My awards ceremony for my Master’s program was yesterday afternoon, just before graduation. And I RSVP’d, and invited my cooperating teacher as well, and went.
And then I sat there, extremely upset that I wasn’t getting any of the awards. I worked my butt off, got two B’s my first semester, and as a result did not have a 4.0 and did not get any awards. The two girls who were loved by all the teachers and were given A’s in some classes that were hard (that’s the jealousy talkin’ – they are actually quite brilliant) got the awards for outstanding students.
And then – I had a REALLY high praxis II score, but someone else beat me by just a few points – and she got an award for that too! (She was one of the 4.0’s).
Oh – and they actually gave away a book lover’s award – for the student who most loved books. Um – the people who gave that award away were never my professors, cause I kept getting the adjuncts for some reason. . . and so they didn’t pick me. Who could love books MORE than me? I go to the library weekly, I buy books off Amazon.com more often than I buy food (when I have an income), I read over 100 books last year, will probably read as many this year, took all of my electives in the program in literacy courses. . . heck – I’ve even WRITTEN a book (thank you, NaNoWriMo!)

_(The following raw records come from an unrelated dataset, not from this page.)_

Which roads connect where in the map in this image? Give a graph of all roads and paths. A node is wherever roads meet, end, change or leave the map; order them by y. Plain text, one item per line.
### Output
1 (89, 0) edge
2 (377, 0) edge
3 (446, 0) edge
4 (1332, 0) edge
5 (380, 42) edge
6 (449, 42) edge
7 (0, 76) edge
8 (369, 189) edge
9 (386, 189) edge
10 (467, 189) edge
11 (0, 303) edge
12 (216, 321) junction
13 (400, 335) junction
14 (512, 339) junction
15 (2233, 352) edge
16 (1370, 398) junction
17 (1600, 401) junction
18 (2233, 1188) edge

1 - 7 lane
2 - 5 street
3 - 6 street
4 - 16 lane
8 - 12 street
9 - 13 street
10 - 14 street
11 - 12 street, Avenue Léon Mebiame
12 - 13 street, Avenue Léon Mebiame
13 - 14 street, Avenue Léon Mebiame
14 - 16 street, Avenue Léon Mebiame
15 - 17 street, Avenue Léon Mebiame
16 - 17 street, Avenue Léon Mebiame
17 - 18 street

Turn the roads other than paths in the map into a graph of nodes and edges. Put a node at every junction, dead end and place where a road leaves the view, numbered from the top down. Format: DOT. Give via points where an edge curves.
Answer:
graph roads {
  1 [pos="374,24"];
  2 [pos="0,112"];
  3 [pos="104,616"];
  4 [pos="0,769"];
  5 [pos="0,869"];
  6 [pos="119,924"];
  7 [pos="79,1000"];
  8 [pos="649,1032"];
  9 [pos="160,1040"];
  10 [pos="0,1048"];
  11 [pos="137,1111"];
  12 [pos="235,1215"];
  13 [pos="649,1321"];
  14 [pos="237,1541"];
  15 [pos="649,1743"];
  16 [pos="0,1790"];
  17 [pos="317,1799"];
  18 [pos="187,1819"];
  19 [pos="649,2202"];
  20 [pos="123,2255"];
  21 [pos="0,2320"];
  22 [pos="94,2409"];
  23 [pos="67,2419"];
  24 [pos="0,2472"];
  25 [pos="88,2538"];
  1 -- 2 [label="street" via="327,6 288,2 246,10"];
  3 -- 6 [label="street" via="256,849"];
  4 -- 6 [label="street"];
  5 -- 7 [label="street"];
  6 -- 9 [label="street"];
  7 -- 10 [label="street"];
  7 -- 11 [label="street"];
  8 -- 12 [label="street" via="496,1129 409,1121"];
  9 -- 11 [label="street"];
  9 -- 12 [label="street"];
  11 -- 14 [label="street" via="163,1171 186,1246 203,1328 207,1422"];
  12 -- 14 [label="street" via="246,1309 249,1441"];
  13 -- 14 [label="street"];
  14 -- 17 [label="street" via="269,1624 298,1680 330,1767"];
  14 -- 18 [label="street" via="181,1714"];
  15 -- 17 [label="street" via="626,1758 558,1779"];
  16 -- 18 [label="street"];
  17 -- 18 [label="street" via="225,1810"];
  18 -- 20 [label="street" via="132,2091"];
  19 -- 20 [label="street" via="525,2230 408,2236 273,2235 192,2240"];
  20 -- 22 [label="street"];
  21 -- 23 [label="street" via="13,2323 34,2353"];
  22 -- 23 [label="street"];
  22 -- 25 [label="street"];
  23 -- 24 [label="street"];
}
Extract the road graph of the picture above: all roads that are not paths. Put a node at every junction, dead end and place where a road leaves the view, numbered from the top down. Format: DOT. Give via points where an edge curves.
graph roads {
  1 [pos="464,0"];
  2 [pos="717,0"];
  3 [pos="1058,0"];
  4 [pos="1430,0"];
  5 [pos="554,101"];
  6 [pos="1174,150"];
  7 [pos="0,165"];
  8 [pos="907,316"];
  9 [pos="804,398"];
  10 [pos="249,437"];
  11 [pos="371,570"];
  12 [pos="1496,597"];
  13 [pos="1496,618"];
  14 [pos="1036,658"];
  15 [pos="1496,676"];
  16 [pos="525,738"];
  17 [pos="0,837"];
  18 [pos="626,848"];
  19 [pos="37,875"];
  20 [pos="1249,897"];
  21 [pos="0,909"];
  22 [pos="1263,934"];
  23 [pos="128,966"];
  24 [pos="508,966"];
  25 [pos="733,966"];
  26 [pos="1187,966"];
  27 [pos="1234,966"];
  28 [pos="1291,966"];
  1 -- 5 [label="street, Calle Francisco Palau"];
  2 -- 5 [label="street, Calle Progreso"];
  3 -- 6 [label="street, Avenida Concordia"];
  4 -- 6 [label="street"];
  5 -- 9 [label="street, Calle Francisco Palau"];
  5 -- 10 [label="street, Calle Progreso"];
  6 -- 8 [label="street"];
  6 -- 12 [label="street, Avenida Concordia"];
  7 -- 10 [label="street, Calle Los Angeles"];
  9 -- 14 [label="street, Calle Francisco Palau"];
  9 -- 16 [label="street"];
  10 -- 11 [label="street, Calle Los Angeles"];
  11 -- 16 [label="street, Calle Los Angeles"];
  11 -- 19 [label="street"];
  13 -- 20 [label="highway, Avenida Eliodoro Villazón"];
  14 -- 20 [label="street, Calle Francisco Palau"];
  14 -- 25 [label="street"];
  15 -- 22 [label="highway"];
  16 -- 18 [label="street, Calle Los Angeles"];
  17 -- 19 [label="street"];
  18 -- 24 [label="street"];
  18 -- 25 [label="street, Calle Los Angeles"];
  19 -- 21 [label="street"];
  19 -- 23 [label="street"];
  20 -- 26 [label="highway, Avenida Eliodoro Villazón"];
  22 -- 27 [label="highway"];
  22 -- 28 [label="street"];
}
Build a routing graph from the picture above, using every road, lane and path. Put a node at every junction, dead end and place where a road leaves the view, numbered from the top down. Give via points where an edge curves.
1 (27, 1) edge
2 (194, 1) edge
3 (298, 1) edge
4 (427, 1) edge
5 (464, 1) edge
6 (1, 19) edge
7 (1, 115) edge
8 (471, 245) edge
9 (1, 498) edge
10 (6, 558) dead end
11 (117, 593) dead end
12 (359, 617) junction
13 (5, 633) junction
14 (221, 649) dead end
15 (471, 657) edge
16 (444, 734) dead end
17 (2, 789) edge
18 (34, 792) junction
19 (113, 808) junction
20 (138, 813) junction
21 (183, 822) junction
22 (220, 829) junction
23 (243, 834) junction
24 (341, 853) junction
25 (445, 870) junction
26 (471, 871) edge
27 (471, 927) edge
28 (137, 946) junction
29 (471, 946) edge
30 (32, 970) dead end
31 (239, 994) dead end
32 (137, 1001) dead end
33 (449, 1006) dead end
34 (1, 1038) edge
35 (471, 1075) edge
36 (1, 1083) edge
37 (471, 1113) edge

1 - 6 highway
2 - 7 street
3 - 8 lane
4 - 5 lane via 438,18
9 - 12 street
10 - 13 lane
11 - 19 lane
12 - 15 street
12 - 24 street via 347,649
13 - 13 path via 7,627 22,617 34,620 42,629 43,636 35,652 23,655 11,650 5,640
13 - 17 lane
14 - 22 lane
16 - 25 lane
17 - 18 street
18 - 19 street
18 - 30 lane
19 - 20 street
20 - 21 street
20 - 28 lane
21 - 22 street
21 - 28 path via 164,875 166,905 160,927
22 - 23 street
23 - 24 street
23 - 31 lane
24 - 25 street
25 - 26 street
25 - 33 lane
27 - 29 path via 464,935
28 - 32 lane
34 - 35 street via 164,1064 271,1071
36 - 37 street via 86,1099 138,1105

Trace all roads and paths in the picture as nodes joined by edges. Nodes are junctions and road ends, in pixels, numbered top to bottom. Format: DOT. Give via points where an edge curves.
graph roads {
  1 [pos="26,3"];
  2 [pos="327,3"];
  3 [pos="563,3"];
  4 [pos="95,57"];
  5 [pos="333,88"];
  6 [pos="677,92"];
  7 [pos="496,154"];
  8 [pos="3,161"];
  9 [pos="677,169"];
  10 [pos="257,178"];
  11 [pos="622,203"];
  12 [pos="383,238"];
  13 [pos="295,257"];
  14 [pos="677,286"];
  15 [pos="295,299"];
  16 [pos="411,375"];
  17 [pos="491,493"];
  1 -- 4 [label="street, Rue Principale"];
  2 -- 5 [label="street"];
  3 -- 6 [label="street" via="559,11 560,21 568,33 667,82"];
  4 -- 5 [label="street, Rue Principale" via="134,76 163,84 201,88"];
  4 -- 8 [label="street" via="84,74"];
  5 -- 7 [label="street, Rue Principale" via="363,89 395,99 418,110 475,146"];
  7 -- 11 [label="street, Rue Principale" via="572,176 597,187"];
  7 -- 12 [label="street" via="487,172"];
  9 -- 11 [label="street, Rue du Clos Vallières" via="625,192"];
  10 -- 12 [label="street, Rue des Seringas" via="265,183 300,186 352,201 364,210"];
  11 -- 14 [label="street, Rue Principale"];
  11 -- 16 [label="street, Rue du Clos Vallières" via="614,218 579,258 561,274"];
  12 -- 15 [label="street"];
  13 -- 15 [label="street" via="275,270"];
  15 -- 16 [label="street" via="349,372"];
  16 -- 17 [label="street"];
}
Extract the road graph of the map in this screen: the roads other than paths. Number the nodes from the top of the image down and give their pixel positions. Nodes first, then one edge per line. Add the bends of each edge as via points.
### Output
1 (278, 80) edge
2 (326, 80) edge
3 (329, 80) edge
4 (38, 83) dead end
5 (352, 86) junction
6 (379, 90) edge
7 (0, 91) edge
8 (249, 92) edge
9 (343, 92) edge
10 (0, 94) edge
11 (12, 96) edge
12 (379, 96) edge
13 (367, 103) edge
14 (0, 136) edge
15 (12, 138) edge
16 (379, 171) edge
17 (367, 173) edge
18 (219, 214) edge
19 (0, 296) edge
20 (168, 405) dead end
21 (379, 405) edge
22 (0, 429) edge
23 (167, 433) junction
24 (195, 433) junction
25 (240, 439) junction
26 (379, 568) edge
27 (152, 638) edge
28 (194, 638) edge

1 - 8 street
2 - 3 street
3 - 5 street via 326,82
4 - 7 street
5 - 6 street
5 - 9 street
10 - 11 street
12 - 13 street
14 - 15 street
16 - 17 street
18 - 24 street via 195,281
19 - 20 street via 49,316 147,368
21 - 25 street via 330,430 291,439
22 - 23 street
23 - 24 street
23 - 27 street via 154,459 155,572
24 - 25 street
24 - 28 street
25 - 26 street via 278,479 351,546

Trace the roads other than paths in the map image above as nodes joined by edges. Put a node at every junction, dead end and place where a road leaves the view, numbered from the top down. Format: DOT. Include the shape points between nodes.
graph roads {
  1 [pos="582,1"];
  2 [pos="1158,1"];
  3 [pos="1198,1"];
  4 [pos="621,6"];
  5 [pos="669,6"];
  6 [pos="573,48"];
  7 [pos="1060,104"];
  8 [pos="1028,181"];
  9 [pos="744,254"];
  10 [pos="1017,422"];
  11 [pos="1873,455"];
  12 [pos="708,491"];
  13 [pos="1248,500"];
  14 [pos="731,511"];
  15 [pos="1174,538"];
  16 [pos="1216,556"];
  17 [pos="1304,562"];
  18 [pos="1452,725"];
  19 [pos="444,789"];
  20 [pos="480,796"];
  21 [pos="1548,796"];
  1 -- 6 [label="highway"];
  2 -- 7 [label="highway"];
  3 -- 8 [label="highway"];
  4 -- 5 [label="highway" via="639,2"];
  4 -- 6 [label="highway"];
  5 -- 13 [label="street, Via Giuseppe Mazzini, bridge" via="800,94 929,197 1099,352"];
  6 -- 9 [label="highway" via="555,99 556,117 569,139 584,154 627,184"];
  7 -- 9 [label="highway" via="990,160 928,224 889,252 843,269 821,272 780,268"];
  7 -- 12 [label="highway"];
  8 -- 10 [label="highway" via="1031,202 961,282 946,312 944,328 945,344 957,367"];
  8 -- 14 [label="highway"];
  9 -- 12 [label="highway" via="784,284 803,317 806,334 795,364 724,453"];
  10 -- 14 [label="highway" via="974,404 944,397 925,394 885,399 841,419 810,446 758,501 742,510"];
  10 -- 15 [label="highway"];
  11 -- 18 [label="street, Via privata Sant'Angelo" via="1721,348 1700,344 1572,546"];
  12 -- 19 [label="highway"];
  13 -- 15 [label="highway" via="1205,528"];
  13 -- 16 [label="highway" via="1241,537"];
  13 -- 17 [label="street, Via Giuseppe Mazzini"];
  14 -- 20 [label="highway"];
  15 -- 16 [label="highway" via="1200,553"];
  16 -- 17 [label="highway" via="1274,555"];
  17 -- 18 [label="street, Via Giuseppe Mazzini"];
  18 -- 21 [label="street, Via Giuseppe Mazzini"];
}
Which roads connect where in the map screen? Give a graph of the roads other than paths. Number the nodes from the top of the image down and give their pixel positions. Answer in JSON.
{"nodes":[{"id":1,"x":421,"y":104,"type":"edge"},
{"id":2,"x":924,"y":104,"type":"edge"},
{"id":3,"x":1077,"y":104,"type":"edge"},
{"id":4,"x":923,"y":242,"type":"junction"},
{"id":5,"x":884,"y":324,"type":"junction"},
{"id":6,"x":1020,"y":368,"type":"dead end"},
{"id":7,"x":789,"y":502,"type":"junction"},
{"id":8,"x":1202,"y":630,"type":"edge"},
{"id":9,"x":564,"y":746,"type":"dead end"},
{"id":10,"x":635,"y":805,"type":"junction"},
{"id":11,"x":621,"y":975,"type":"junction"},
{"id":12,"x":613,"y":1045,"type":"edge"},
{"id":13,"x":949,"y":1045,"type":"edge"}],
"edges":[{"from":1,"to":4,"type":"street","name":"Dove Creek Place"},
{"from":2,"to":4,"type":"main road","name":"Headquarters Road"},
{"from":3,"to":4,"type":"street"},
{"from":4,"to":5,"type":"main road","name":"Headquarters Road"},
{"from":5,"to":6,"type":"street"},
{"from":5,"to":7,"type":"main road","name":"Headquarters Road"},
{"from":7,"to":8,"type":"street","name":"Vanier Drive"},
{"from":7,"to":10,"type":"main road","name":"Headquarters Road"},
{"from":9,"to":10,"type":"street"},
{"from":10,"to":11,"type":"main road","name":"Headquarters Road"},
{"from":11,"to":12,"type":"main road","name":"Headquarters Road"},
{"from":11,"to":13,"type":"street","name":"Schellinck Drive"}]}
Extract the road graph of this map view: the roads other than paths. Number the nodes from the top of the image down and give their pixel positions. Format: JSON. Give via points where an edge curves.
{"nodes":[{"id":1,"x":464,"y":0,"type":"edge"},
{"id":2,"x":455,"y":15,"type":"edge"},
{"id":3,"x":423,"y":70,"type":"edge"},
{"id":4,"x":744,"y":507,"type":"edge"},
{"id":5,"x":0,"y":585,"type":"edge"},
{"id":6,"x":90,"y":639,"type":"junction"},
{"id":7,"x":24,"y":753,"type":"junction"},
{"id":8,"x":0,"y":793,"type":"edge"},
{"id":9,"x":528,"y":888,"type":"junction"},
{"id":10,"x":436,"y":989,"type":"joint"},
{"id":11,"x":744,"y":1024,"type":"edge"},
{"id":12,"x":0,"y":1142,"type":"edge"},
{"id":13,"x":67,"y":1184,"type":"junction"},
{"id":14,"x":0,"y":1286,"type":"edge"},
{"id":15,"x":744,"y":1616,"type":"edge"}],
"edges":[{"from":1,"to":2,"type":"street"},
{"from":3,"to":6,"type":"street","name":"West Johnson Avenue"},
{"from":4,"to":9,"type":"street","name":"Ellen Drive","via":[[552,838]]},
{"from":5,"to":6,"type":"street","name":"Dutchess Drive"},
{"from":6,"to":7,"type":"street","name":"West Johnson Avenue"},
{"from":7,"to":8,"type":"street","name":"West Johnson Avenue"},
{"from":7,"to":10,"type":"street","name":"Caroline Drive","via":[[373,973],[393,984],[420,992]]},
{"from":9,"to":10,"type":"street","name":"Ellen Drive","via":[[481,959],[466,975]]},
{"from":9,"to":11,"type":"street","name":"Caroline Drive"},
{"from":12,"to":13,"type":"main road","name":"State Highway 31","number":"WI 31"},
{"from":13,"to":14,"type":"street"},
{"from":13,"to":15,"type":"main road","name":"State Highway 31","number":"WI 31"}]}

So I was sitting there, regretting even having shown up. . . and then I realized how stupid I was being. We can’t all win awards, because then they wouldn’t mean anything. And I don’t have to be the winner – I just have to respect and love myself for having done MY best.
I got a good GPA (much higher than my undergrad), I worked my butt off (unlike in undergrad – I actually DID the readings), and I actually completed the degree. AND I got a job – even before graduation!
I have to be proud of myself for what I’ve done, and not judge myself by what others have done.